マスクの窓から野球を見ればBACK NUMBER
U-18W杯で見えた、球児たちの本質。
清宮、勝俣、平沢、オコエの“核”。
text by
安倍昌彦Masahiko Abe
photograph byKyodo News
posted2015/09/11 10:50
部活という枠を出たことで、選手達の新たな側面が見られたU-18W杯。甲子園とはまた違った魅力を見せてくれた。
一番「すごい」と唸ったのは、勝俣翔貴。
そして実は、いちばん「すごい……」と唸ってしまったのは東海大菅生・勝俣翔貴外野手だ。
クリーンアップをつとめることが多かったこの選手が6番で打席に現れた時は、相手投手は「うわっ……」と思ったことだろう。
この選手、金属バットを使っていたこの夏の予選より、木のバットのU-18のほうが間違いなくスイングにすごみがあった。
ちょっと前まで金属で試合に出ていた選手が、急に木に持ち替えてこれだけ振れるものなのか。

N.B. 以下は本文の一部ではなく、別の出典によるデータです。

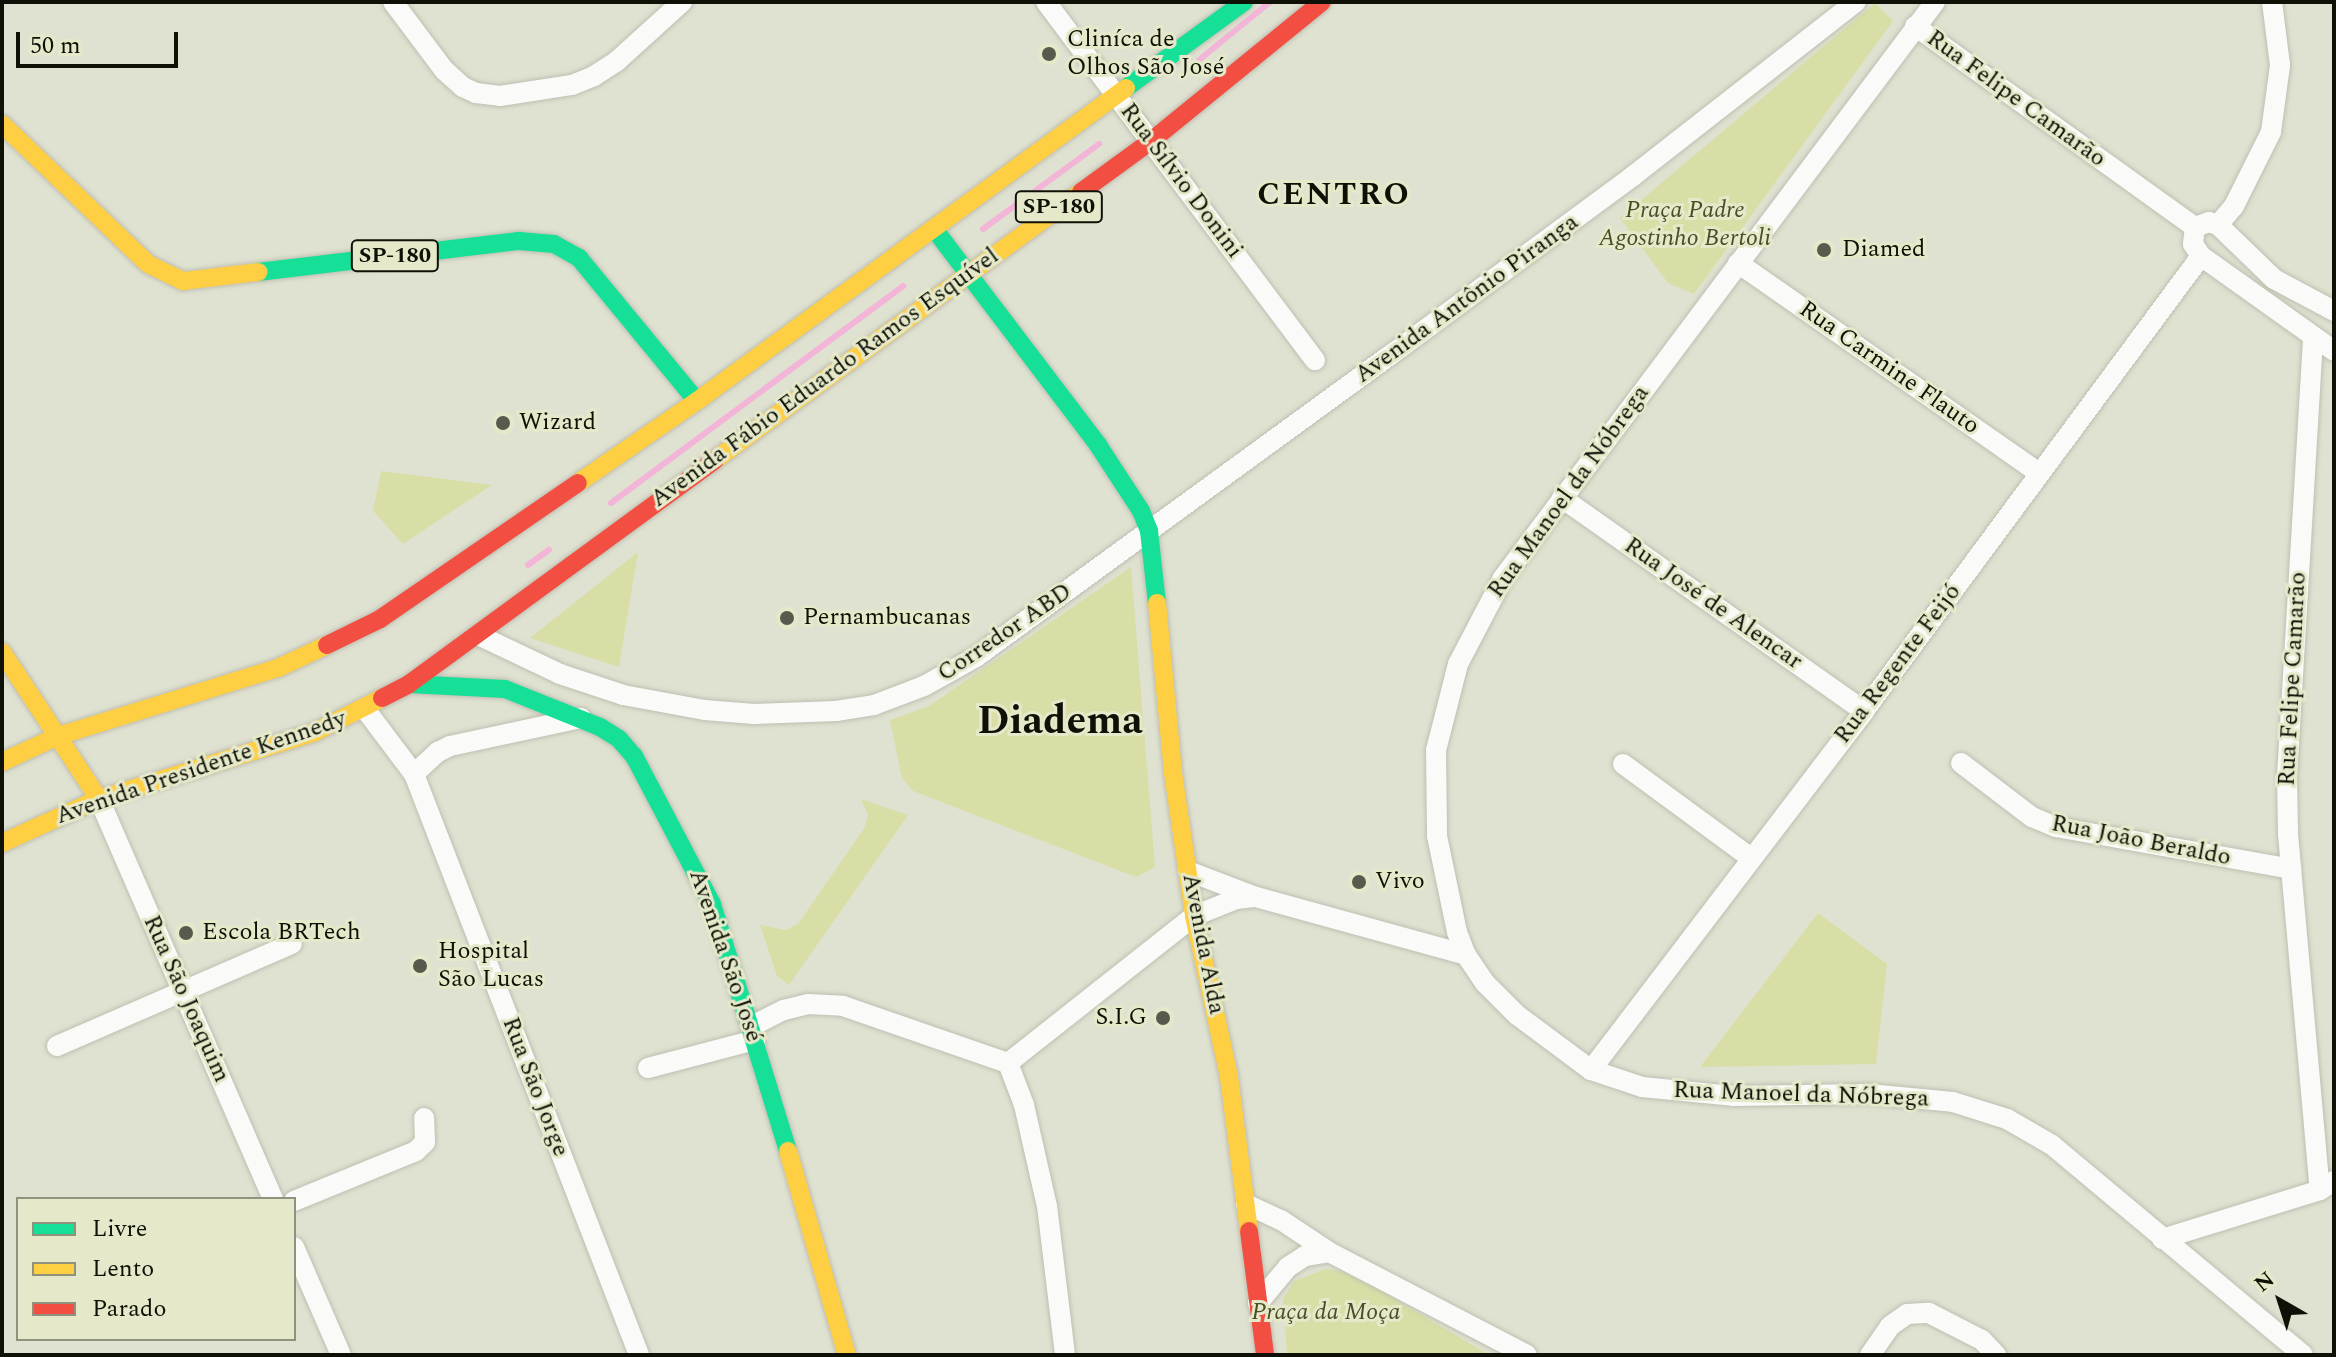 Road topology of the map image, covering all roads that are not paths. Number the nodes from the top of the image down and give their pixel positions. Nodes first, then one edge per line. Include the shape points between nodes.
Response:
1 (393, 2) edge
2 (682, 2) edge
3 (1046, 2) edge
4 (1244, 2) edge
5 (1322, 2) edge
6 (1856, 2) edge
7 (1935, 2) edge
8 (2272, 2) edge
9 (1915, 26) junction
10 (1118, 96) junction
11 (2, 124) edge
12 (1151, 141) junction
13 (2218, 225) junction
14 (2195, 227) junction
15 (935, 230) junction
16 (2201, 256) junction
17 (1738, 263) junction
18 (968, 274) junction
19 (2334, 312) edge
20 (2313, 339) junction
21 (2334, 351) edge
22 (1315, 360) dead end
23 (697, 401) junction
24 (2039, 473) junction
25 (1562, 498) junction
26 (1149, 531) junction
27 (478, 635) junction
28 (2, 652) edge
29 (409, 684) junction
30 (365, 709) junction
31 (1864, 711) junction
32 (581, 718) junction
33 (58, 736) junction
34 (2, 762) edge
35 (1961, 763) dead end
36 (1623, 764) dead end
37 (414, 774) junction
38 (99, 799) junction
39 (2, 843) edge
40 (1751, 858) junction
41 (2291, 869) junction
42 (1188, 871) junction
43 (1256, 897) junction
44 (1194, 916) junction
45 (292, 944) dead end
46 (1466, 955) junction
47 (183, 993) junction
48 (754, 1033) junction
49 (57, 1046) dead end
50 (1008, 1063) junction
51 (648, 1068) dead end
52 (1591, 1070) junction
53 (424, 1118) dead end
54 (2327, 1186) edge
55 (272, 1197) edge
56 (296, 1200) edge
57 (1246, 1204) junction
58 (2162, 1239) junction
59 (296, 1252) edge
60 (1329, 1252) junction
61 (1258, 1303) junction
62 (341, 1355) edge
63 (639, 1355) edge
64 (847, 1355) edge
65 (1065, 1355) edge
66 (1265, 1355) edge
67 (1527, 1355) edge
68 (1870, 1355) edge
69 (1996, 1355) edge
70 (2303, 1355) edge

1 - 2 street via 463,87 476,93 526,95 594,76
3 - 10 street, Rua Sílvio Donini
4 - 10 main road, SP-180
5 - 12 main road, Avenida Fábio Eduardo Ramos Esquível / SP-180
6 - 26 street, Avenida Antônio Piranga via 1633,176
7 - 9 street, Rua Manoel da Nóbrega
8 - 13 street via 2280,65 2271,132
9 - 14 street, Rua Felipe Camarão
9 - 17 street, Rua Manoel da Nóbrega
10 - 12 street, Rua Sílvio Donini
10 - 15 main road, SP-180
11 - 23 main road, SP-180 via 148,264 183,281 519,241 554,244 579,258
12 - 18 main road, Avenida Fábio Eduardo Ramos Esquível / SP-180
12 - 22 street, Rua Sílvio Donini
13 - 14 street
13 - 19 street via 2274,279
14 - 16 street via 2193,244
15 - 18 main road, Avenida Alda
15 - 23 main road, SP-180
16 - 20 street
16 - 24 street, Rua Regente Feijó
17 - 24 street, Rua Carmine Flauto
17 - 25 street, Rua Manoel da Nóbrega
18 - 26 main road, Avenida Alda via 1098,445
18 - 27 main road, Avenida Fábio Eduardo Ramos Esquível / SP-180
19 - 20 street
20 - 21 street
20 - 41 street, Rua Felipe Camarão via 2287,775
23 - 33 main road via 349,637 278,668
24 - 31 street, Rua Regente Feijó
25 - 31 street, Rua José de Alencar
25 - 46 street, Rua Manoel da Nóbrega via 1503,578 1458,664 1436,750 1437,836
26 - 27 street, Corredor ABD via 949,674 899,697 836,711 754,714 637,698 560,674
26 - 42 main road, Avenida Alda
27 - 29 main road, Avenida Presidente Kennedy / SP-180
28 - 33 main road
29 - 30 main road, Avenida Presidente Kennedy / SP-180
29 - 32 main road, Avenida São José via 505,689
30 - 37 street, Rua São Jorge
30 - 38 main road, Avenida Presidente Kennedy / SP-180 via 284,744
31 - 40 street, Rua Regente Feijó
32 - 37 street via 450,746
32 - 48 main road, Avenida São José via 619,739 652,783 712,904
33 - 34 main road
33 - 38 main road
35 - 41 street, Rua João Beraldo via 2032,817 2056,827
36 - 40 street
37 - 63 street, Rua São Jorge
38 - 39 main road, Avenida Presidente Kennedy
38 - 47 street, Rua São Joaquim
40 - 52 street, Rua Regente Feijó
41 - 54 street, Rua Felipe Camarão
42 - 43 street
42 - 44 main road, Avenida Alda
43 - 44 street
43 - 46 street
44 - 50 street
44 - 57 main road, Avenida Alda via 1229,1077
45 - 47 street
46 - 52 street, Rua Manoel da Nóbrega via 1517,1015
47 - 49 street
47 - 55 street, Rua São Joaquim
48 - 50 street via 784,1010 808,1004 843,1006
48 - 51 street
48 - 64 main road, Avenida São José
50 - 65 street via 1024,1105 1044,1192
52 - 58 street, Rua Manoel da Nóbrega via 1642,1087 1733,1096 1869,1094 1953,1102 2007,1119 2052,1145
53 - 56 street via 425,1142 416,1151
54 - 58 street
57 - 60 street
57 - 61 main road, Avenida Alda
58 - 70 street, Rua Manoel da Nóbrega
59 - 62 street
60 - 61 street via 1305,1256 1288,1267
60 - 67 street
61 - 66 main road, Avenida Alda
68 - 69 street via 1890,1326 1907,1314 1929,1313 1982,1340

それほどの“ムチャ振り”だった。
もちろん、日常の打撃練習でも木や竹のバットを使って打っていたのだろう。しかし、練習と試合ではボールが違う。
折れる怖さ、芯を外す痛さ、飛ばないもどかしさ。
そんな雑念を一切感じさせず、まっすぐな闘争本能を相手投手に注いでいた。
打席でキューバ、韓国、アメリカの快腕、剛腕に向かっていく澄んだ表情。猛烈なスイングスピードと合わせ、これまでの勝俣翔貴からは伝わってこなかった“殺気”だ。
プロに進んで「金本知憲」になれるヤツ。
私の中で、彼の評価が2ランク上がったU-18だった。
1年後、プロでレギュラーになっていそうな選手も。
仙台育英・平沢大河遊撃手は、来年の今ごろ、すでにどこかの球団でレギュラーを張っているだろう。それほどまでに完成された走・攻・守を、甲子園、U-18のおよそ1カ月間、コンスタントに発揮してみせた。
後ろを守る関東一・オコエ瑠偉は投球直前のポジショニングがすばらしかったが、平沢は打球反応の初動の速さに目を奪われた。
カーン! といって、投手がハッと振り返った時、そこで遊撃手・平沢大河がもう低く構えている。そんな場面がいく度もあった。
歴代の高校ジャパンでも有数の打線。そんな“腕利き”たちがタイミングもとれず、当てるのがやっとだったアメリカの左腕エース・ニコラスを向こうにまわし、ただ1人全身の連動でバットを振り抜き、あわやタイムリーの快打。バッティングの次元もワンランク違っていた。